→ **Task prompt**
Among the records below, find each line bearing the word "down" and copy it.

→ **Exercise input**
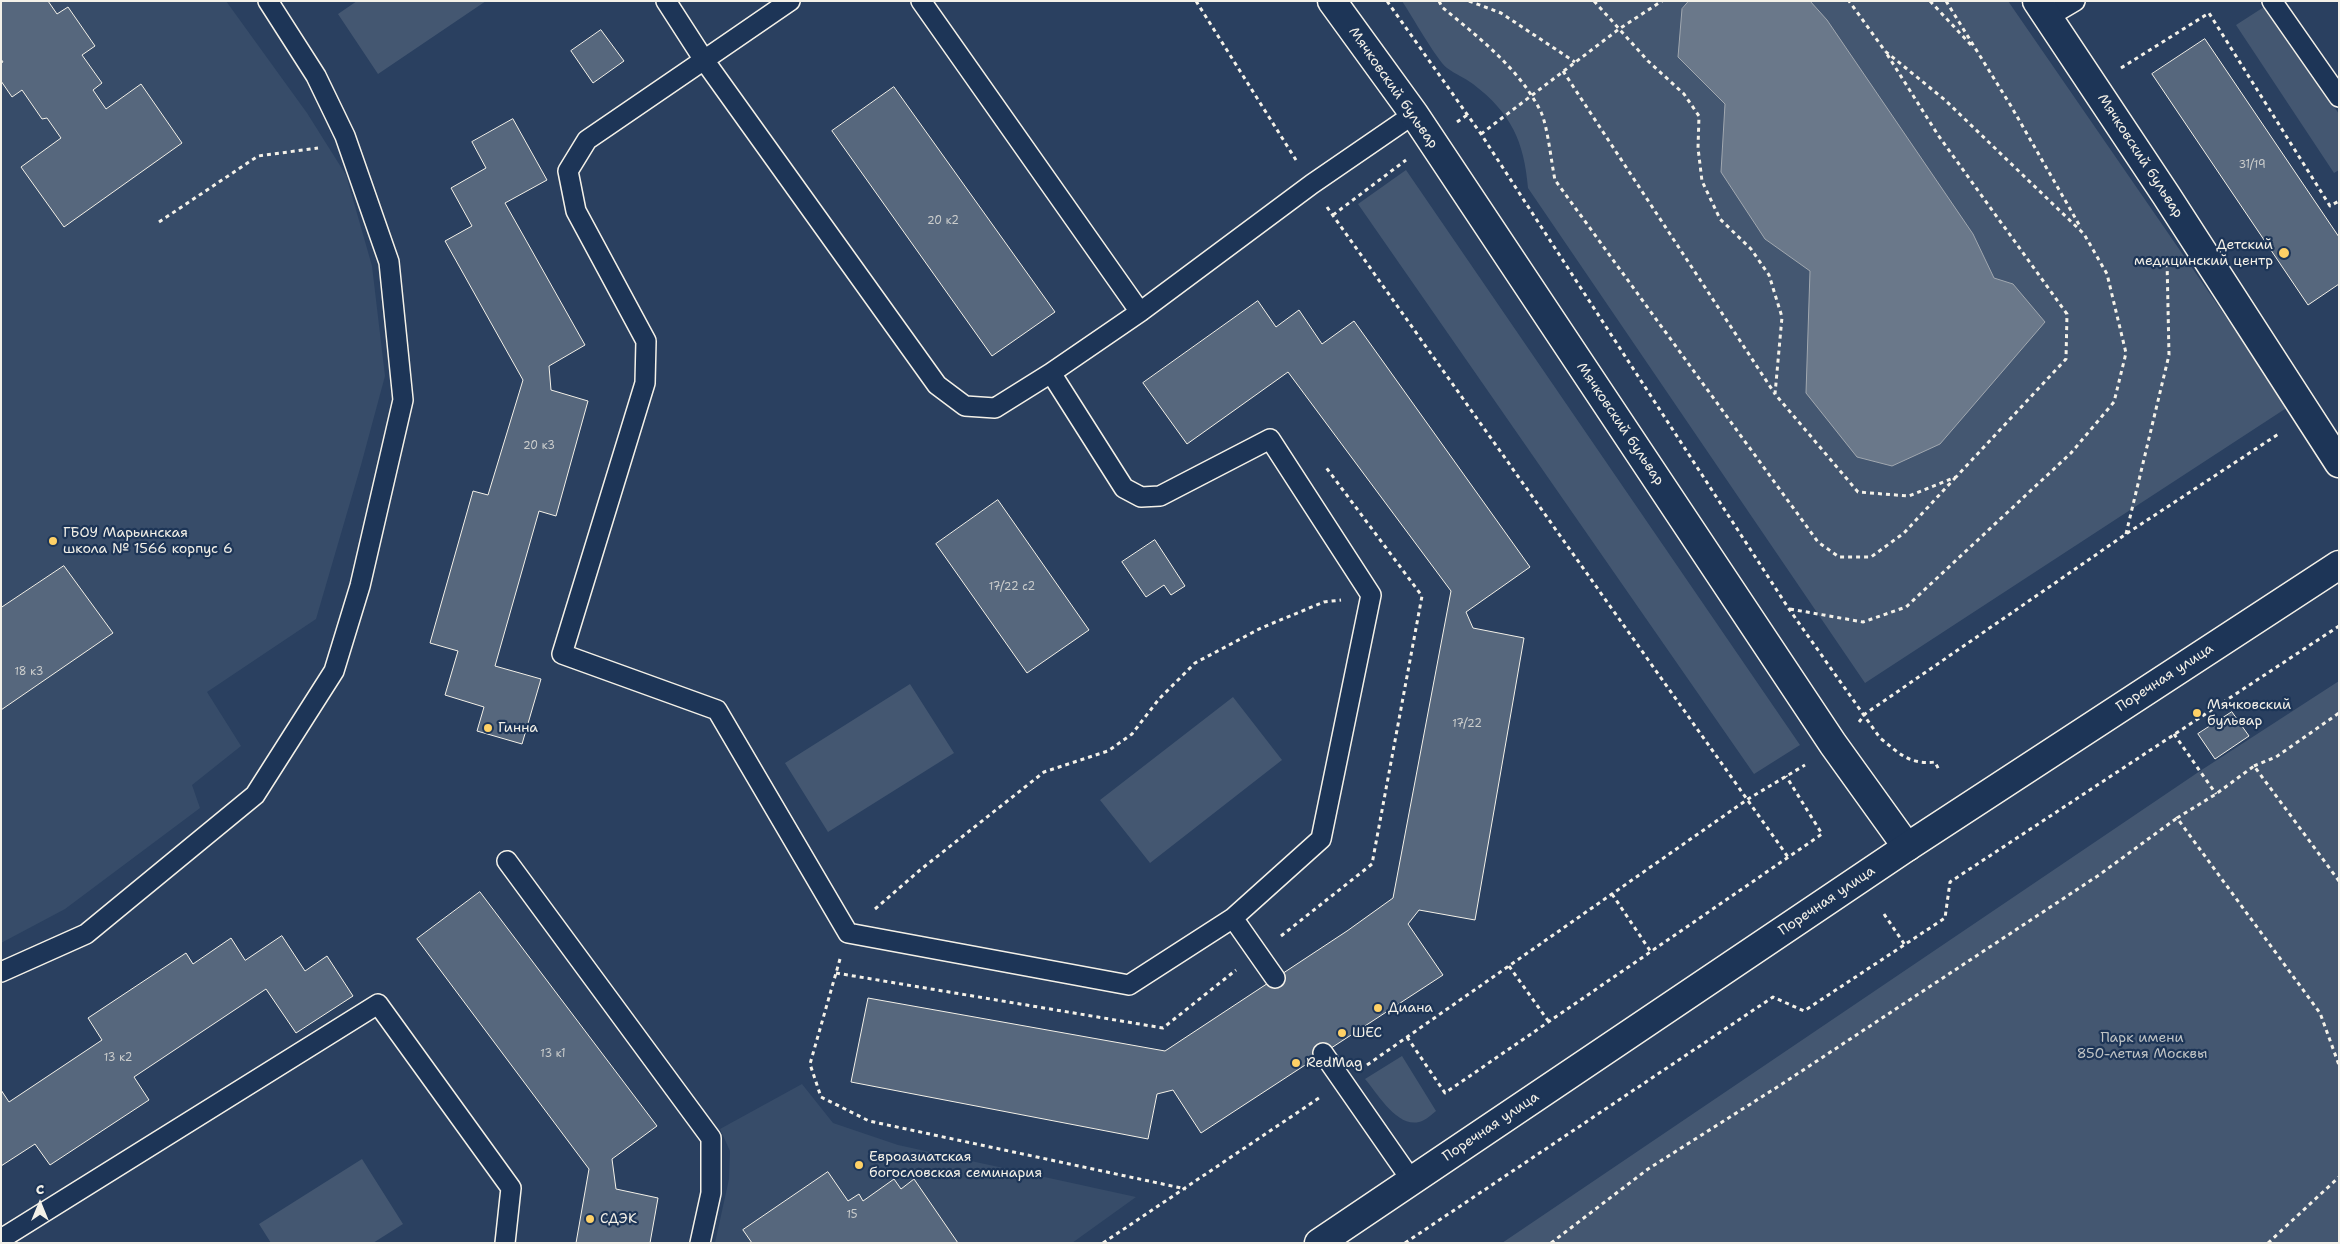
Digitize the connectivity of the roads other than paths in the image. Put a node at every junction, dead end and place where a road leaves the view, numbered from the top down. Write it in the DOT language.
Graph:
---
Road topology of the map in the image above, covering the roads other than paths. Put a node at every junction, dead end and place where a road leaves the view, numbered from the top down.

→ **Written answer**
Digitize the connectivity of the roads other than paths in the image. Put a node at every junction, dead end and place where a road leaves the view, numbered from the top down. Write it in the DOT language.
Road topology of the map in the image above, covering the roads other than paths. Put a node at every junction, dead end and place where a road leaves the view, numbered from the top down.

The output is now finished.